# Capitan leaving the ship before crew and passengers



## snide (Oct 3, 2014)

As you know, the capitan is the one that would leave the ship last in case of emergency, since they have the responsibility for the ship, the crew and the passengers, but what have happened in older times if a capitan left the ship before the passengers?

Of course it was a great shame, but was there also a penalty for it?


----------



## Boatman25 (May 17, 2010)

Only in reputation and honor I would think


----------



## ben27 (Dec 27, 2012)

good day snide.m.today.07:13.re:capitan leaving the ship before crew and passengers. reputation,yes.and going to a quiet place with his favourite pistol and do the honourable thing.at least that is what they do in the movies.regards ben27


----------



## lakercapt (Jul 19, 2005)

When we had lifeboat and fire and it did not turn out as hoped for I assembled the crew so we might discuss where we were going wrong and improve so it worked well.
I also mentioned that I was not one of these guys that would go down with the boat saluting etc.
That being the case we would do it until they were proficient and I would be one of the survivors.


----------



## slick (Mar 31, 2006)

All,
If you go first you didn't panic, the ones that follow did?

Yours aye,

slick


----------



## fred henderson (Jun 13, 2005)

Usually a formal inquiry and loss of masters ticket.


----------



## Duncan112 (Dec 28, 2006)

Oceanos, Costa Concordia both hardly examples of the highest traditions of the sea.
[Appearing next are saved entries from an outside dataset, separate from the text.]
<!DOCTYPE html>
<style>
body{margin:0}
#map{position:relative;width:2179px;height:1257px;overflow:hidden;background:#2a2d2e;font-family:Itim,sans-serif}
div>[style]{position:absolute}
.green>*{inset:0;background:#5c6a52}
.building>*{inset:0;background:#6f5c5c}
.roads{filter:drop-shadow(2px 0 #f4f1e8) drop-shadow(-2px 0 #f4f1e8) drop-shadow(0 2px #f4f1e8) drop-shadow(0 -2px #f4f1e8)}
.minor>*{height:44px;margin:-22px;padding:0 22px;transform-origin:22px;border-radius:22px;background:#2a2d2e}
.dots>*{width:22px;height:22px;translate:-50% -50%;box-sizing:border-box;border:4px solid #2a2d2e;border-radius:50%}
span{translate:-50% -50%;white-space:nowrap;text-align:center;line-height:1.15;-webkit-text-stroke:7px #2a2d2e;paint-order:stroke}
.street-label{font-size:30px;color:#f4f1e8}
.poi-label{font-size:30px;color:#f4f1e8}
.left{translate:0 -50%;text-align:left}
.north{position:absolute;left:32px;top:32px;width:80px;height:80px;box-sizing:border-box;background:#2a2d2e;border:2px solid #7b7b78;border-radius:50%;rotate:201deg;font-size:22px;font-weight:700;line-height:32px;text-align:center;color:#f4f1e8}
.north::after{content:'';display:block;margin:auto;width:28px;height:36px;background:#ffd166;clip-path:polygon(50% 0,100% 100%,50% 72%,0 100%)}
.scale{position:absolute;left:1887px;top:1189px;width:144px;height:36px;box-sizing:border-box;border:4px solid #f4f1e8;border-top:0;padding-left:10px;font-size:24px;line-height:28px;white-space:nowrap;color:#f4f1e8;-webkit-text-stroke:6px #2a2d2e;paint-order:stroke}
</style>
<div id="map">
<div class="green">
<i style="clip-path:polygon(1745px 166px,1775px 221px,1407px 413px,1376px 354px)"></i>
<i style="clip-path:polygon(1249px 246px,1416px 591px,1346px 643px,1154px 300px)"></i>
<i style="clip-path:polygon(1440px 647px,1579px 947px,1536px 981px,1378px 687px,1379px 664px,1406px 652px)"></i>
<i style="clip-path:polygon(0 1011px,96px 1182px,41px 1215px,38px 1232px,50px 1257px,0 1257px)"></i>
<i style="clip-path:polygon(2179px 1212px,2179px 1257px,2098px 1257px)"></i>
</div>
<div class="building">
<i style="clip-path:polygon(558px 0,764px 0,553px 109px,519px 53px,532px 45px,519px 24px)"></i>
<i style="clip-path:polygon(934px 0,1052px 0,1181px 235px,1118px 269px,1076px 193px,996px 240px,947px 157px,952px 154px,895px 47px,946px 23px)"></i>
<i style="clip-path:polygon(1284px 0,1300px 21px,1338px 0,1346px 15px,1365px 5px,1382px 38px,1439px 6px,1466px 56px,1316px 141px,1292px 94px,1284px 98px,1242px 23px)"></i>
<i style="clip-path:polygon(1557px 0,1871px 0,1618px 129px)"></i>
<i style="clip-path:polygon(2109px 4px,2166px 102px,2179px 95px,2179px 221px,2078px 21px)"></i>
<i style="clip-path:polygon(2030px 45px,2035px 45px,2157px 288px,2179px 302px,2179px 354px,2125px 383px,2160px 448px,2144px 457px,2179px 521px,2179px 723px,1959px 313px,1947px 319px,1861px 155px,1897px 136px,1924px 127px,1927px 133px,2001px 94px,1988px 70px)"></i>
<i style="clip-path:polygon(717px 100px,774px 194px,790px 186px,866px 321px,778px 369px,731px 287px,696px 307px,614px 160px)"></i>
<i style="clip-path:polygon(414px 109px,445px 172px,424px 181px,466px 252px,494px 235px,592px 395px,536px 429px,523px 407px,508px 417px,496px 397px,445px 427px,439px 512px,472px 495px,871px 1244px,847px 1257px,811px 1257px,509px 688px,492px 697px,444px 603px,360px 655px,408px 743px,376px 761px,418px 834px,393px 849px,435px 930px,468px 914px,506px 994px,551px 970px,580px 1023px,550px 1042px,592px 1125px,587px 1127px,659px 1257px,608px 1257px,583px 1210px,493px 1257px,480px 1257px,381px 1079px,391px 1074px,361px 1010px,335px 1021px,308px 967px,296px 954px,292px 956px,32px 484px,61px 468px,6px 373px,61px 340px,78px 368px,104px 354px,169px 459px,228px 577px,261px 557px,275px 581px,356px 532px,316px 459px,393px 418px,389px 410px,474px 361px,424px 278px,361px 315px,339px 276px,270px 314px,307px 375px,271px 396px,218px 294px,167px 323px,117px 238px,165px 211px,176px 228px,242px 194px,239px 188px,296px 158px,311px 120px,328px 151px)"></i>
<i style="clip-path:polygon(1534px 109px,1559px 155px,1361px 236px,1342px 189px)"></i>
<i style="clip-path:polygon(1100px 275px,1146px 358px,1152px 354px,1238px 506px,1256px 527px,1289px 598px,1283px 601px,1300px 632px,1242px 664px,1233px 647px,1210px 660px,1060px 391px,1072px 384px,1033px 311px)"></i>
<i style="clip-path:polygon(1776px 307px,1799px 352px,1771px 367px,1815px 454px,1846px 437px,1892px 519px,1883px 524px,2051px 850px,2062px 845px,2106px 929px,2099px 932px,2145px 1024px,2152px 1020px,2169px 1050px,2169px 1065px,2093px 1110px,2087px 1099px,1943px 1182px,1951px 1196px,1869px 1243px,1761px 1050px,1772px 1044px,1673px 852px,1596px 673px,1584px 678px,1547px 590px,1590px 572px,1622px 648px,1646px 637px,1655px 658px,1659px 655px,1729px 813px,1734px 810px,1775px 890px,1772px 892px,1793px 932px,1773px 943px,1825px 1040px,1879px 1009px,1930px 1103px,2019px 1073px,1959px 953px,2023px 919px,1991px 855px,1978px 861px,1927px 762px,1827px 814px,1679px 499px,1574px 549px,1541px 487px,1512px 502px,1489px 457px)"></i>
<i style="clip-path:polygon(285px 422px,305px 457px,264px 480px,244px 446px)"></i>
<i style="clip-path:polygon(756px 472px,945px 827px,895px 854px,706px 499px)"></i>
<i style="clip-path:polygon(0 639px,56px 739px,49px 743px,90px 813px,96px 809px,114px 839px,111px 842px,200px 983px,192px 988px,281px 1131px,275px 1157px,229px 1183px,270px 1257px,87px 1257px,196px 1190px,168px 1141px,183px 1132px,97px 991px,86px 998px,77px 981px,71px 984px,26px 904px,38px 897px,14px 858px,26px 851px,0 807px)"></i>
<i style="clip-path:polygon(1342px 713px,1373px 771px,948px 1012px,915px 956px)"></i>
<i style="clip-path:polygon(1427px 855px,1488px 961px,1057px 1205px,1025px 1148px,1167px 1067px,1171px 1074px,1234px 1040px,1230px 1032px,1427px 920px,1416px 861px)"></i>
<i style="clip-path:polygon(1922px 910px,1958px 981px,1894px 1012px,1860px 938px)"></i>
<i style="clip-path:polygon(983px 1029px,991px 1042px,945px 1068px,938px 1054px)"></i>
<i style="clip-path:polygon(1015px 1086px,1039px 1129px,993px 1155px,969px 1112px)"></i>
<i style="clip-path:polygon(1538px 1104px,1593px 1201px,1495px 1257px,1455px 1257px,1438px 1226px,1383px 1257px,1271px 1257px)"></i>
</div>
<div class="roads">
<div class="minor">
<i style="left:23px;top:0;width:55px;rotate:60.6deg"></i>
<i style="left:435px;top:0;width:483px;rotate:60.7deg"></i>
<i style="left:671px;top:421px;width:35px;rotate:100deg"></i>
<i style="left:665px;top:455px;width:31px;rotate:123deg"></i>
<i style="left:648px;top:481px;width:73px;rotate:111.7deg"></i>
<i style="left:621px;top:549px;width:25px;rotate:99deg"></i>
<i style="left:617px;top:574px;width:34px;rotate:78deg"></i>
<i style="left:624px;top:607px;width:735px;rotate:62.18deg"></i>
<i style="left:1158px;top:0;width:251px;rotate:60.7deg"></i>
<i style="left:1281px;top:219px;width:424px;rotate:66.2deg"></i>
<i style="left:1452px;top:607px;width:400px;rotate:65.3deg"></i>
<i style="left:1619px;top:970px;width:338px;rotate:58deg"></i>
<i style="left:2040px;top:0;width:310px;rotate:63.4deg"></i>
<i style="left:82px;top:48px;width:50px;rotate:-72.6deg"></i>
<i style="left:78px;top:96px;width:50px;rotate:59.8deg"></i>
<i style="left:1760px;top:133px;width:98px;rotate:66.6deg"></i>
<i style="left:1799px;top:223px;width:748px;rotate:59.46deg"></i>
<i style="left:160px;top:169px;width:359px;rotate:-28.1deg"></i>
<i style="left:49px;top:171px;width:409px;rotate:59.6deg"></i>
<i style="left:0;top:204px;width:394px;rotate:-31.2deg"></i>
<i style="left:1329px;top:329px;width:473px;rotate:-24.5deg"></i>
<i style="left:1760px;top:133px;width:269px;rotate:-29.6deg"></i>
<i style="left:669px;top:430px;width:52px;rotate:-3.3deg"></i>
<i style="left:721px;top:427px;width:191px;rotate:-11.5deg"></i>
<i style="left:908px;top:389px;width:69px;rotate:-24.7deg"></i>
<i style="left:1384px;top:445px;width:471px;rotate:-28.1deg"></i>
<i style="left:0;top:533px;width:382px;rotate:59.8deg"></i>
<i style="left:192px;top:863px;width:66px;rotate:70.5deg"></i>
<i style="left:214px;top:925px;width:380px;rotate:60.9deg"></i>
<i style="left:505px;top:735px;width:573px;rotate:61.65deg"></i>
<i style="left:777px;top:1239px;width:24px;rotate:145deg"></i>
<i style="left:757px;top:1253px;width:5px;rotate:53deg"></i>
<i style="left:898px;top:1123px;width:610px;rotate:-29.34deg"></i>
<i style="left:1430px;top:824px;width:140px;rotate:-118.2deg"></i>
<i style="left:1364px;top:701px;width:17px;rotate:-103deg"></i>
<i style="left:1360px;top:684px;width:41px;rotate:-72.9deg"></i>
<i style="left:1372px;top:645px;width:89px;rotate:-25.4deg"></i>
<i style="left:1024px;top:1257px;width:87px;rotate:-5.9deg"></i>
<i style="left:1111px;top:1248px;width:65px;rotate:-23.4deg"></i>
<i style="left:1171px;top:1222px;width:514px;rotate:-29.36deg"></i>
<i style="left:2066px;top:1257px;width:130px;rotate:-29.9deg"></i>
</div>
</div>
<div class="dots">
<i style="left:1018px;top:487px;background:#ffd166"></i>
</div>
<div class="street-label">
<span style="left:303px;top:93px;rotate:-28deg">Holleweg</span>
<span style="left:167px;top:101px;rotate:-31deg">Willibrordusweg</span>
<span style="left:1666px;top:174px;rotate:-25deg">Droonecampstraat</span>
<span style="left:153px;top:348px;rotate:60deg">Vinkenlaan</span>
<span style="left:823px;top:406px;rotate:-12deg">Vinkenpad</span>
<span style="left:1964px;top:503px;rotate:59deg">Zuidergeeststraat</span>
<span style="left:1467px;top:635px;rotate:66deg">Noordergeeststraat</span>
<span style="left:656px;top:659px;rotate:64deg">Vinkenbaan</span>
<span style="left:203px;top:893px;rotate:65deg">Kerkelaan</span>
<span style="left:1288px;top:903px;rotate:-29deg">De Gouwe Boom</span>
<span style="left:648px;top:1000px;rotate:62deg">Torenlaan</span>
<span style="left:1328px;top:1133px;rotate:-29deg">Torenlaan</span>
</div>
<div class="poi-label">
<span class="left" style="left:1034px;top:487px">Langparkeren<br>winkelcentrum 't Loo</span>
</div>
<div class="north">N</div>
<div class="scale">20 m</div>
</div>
Whilst Concordia is still sub judice, any idea what happened to the OM on Oceanos?


----------



## China hand (Sep 11, 2008)

Women and children first...Follow Me!(Ouch)


----------



## Boatman25 (May 17, 2010)

Duncan112 said:


> Oceanos, Costa Concordia both hardly examples of the highest traditions of the sea. Whilst Concordia is still sub judice, any idea what happened to the OM on Oceanos?


He was not fined or punished in any way by the Greek authorities and was given Command of a Ferry owned by the same Line.


----------



## bob nightingale (Mar 18, 2007)

Stand back you cowardly women and children,Officers and Engineers first.

Bob
.&#55357;&#56833;&#55357;&#56833;&#55357;&#56833;


----------



## Boatman25 (May 17, 2010)

Yes, the captain was quoted as saying *"When I order abandon the ship, it doesn't matter what time I leave. Abandon is for everybody. If some people like to stay, they can stay." * I think he was indicating that he and the crew did not hang around


----------